What needs to be done – Across the records below, report how many lines include the word "Gayatri", stating the number alone.
(Source data Opens)
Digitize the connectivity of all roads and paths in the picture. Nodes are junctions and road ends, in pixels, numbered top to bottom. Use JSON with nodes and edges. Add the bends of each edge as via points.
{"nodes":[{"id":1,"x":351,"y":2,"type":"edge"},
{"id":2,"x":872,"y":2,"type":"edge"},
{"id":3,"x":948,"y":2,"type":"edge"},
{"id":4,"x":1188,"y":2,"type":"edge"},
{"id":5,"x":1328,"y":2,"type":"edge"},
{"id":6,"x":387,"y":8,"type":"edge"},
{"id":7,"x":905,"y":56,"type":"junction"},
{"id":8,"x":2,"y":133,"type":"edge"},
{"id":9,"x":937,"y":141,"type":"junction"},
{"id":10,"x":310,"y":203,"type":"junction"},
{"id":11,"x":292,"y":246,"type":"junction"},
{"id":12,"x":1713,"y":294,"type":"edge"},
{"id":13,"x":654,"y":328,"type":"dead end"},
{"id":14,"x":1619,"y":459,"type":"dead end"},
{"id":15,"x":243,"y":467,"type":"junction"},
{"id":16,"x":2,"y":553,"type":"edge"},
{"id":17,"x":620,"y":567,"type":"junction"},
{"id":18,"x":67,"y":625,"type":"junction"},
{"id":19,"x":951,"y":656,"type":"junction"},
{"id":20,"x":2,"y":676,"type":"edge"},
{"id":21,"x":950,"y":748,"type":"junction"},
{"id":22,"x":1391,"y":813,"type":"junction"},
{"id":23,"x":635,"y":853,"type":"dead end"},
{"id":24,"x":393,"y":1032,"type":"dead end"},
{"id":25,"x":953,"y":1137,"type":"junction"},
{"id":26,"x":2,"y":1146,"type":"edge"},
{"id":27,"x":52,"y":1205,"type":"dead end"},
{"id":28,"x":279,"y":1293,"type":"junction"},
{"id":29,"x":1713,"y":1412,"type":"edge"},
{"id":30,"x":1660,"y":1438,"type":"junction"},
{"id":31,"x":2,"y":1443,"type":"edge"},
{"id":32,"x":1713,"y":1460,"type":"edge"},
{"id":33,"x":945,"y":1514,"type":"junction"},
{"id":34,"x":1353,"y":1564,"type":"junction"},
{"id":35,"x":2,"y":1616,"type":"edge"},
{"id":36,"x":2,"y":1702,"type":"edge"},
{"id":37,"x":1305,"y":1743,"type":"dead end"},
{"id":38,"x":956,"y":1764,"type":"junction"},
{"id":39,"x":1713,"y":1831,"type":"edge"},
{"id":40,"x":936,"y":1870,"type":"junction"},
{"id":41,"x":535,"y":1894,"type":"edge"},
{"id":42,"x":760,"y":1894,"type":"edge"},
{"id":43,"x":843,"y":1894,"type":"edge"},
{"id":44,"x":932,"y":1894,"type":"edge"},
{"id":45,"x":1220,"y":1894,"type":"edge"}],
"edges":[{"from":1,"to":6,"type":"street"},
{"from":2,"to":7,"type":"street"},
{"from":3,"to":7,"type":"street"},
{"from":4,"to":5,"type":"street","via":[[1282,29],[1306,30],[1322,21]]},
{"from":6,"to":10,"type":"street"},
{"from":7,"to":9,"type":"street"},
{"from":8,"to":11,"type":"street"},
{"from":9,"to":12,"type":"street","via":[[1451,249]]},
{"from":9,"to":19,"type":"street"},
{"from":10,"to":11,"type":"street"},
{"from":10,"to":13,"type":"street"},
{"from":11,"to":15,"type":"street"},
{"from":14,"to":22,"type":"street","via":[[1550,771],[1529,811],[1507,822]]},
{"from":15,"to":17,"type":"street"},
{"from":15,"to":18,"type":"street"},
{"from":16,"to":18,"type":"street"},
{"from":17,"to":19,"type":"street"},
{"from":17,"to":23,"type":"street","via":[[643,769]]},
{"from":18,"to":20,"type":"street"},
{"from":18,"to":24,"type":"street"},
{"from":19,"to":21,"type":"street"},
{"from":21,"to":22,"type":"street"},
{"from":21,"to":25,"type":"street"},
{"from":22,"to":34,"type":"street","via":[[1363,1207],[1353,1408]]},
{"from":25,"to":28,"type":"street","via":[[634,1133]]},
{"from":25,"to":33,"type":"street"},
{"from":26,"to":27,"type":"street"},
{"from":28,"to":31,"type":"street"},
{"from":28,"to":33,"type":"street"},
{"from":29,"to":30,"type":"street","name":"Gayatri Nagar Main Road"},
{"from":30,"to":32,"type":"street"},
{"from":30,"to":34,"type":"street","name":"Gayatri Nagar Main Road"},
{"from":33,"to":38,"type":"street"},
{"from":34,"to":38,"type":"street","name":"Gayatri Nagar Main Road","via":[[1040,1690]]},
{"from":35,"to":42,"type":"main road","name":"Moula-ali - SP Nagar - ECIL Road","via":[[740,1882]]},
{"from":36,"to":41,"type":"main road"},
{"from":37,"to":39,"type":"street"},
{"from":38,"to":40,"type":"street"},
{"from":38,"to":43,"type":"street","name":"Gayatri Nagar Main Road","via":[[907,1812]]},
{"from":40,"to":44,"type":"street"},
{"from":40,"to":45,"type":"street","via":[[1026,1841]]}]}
(Source data Closes)
Your response – 4